Much like Gabriella from The Eternity that Follows my own love life has gone along with the proverb she chose to live her life around; “Good things come to those that wait.” My man asset (as you may hear me sometimes call him because he doesn't like the term 'boy toy') and I have not been together for all that long. There is a connection of being together for am emotionally long time though and it can be felt between us within the way we interact with one another and how we feel in each others care and company.
With all that being said, he asked me last night; “What would I do if something happened to him.” - - and he did mean; what would you do if I died right now, or tomorrow, sometime soon. I had a cute, playful answer - - he didn't seem to feel the answer was deep enough. I thought I'd write up a blog post to share with my readers exactly what I would do.
Well, since I have had dreams of being settled down with the right man since 21 and I am now 27, and I am full heartily sure he's it; my real answer is; I'd probably just stay faithful. I'm not to sure I would be looking to move on, I mean - - I finally found him, right? Well, I do understand human nature and the pressure of someone losing a significant other do feel from family members when the time comes from them to forget their past love and move on and explore a relationship with someone new. Therefore, I'm sure I would try and get out there to date again if something did happen to him - - but honestly, I'm not sure if I would. If you have read any of my books you would understand that I believe once you find the one, that love is forever, for eternity in heaven, (and the eternity that follows after the end of 'eternity.' Plus, it takes a lot for me to be interested in a man, like a whole lot which is why this is the first relationship to last longer than three days in many, many, many years.
Any who, the only answer he was looking for from his question if he were to pass on was if I'd cry or not. I would. But like I tell him, I feel him all around me when he's not with me. I see him in my dreams and I have been keeping to dedications and career goals in life, even more strongly now since we have gotten together. Therefore, I'd do what the Mary Magdalene must of done when Jesus passed on. I would do my part to make the world a better place, in any way I could. I would work hard in life, feeling him watching over me, and then I'd spend forever with him in the eternity that follows our lives on earth.
Only thing is, he put me to sleep last night peacefully and happily, and then he kinda had to leave cause he spent the last two nights over and my parents thought, okay kiddo's that's enough. So, when I woke up I was really missing that morning kiss. Kinda felt like I wanted to die without him, got over it quickly though cause I knew I'd be seeing him later. Guess this means I would be a miserable mess without him.

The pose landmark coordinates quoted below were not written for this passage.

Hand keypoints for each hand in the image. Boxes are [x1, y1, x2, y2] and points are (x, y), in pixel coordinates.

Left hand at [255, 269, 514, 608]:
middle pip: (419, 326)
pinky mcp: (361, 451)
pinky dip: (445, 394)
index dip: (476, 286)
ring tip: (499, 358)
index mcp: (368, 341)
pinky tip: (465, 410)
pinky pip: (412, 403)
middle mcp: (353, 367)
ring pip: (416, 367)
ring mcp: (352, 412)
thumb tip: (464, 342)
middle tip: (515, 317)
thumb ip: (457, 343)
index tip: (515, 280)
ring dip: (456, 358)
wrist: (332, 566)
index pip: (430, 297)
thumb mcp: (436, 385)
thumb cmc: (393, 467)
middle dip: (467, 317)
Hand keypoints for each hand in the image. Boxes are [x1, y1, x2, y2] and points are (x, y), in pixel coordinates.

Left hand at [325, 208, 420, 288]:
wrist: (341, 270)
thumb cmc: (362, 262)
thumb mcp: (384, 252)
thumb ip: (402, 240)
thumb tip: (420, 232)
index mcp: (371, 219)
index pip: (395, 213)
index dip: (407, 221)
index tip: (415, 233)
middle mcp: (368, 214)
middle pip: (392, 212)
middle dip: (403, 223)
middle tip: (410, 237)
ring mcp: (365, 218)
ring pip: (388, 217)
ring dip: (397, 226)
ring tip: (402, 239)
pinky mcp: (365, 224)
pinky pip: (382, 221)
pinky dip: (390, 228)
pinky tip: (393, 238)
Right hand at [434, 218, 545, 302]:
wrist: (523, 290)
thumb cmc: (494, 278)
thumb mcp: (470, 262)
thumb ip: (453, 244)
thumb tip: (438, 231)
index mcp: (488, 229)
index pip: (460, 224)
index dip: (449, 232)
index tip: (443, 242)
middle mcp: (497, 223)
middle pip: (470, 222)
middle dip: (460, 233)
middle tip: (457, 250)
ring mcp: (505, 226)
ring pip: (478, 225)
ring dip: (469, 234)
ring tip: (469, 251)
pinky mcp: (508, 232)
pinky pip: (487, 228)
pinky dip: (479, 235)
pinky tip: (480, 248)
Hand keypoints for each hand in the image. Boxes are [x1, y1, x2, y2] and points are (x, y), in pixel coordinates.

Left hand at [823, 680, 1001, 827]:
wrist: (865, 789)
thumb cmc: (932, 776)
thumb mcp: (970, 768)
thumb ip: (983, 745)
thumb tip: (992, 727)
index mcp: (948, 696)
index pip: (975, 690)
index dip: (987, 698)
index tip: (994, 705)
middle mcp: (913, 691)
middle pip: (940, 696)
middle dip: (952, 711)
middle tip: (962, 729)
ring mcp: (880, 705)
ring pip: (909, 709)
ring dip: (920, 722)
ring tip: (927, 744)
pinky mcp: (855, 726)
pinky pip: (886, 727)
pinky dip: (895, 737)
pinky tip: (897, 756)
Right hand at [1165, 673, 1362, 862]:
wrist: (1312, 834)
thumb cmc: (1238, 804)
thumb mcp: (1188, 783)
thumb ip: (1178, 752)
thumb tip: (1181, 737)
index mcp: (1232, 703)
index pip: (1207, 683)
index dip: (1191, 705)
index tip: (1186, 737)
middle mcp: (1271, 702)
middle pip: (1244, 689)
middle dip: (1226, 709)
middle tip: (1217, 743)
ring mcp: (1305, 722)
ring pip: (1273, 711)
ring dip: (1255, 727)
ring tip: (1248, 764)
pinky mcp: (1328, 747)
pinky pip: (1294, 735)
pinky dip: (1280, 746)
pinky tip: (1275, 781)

Disclaimer; I am not running away over the hill into dream land here. His words were very sweet to me last night when this conversation arose and just like the hero's in my romance writing, he too would like to spend heaven with me. =) What a lucky gal I am!
With all that being said, he asked me last night; “What would I do if something happened to him.” - - and he did mean; what would you do if I died right now, or tomorrow, sometime soon. I had a cute, playful answer - - he didn't seem to feel the answer was deep enough. I thought I'd write up a blog post to share with my readers exactly what I would do.
Well, since I have had dreams of being settled down with the right man since 21 and I am now 27, and I am full heartily sure he's it; my real answer is; I'd probably just stay faithful. I'm not to sure I would be looking to move on, I mean - - I finally found him, right? Well, I do understand human nature and the pressure of someone losing a significant other do feel from family members when the time comes from them to forget their past love and move on and explore a relationship with someone new. Therefore, I'm sure I would try and get out there to date again if something did happen to him - - but honestly, I'm not sure if I would. If you have read any of my books you would understand that I believe once you find the one, that love is forever, for eternity in heaven, (and the eternity that follows after the end of 'eternity.' Plus, it takes a lot for me to be interested in a man, like a whole lot which is why this is the first relationship to last longer than three days in many, many, many years.
Any who, the only answer he was looking for from his question if he were to pass on was if I'd cry or not. I would. But like I tell him, I feel him all around me when he's not with me. I see him in my dreams and I have been keeping to dedications and career goals in life, even more strongly now since we have gotten together. Therefore, I'd do what the Mary Magdalene must of done when Jesus passed on. I would do my part to make the world a better place, in any way I could. I would work hard in life, feeling him watching over me, and then I'd spend forever with him in the eternity that follows our lives on earth.
Only thing is, he put me to sleep last night peacefully and happily, and then he kinda had to leave cause he spent the last two nights over and my parents thought, okay kiddo's that's enough. So, when I woke up I was really missing that morning kiss. Kinda felt like I wanted to die without him, got over it quickly though cause I knew I'd be seeing him later. Guess this means I would be a miserable mess without him.
Disclaimer; I am not running away over the hill into dream land here. His words were very sweet to me last night when this conversation arose and just like the hero's in my romance writing, he too would like to spend heaven with me. =) What a lucky gal I am!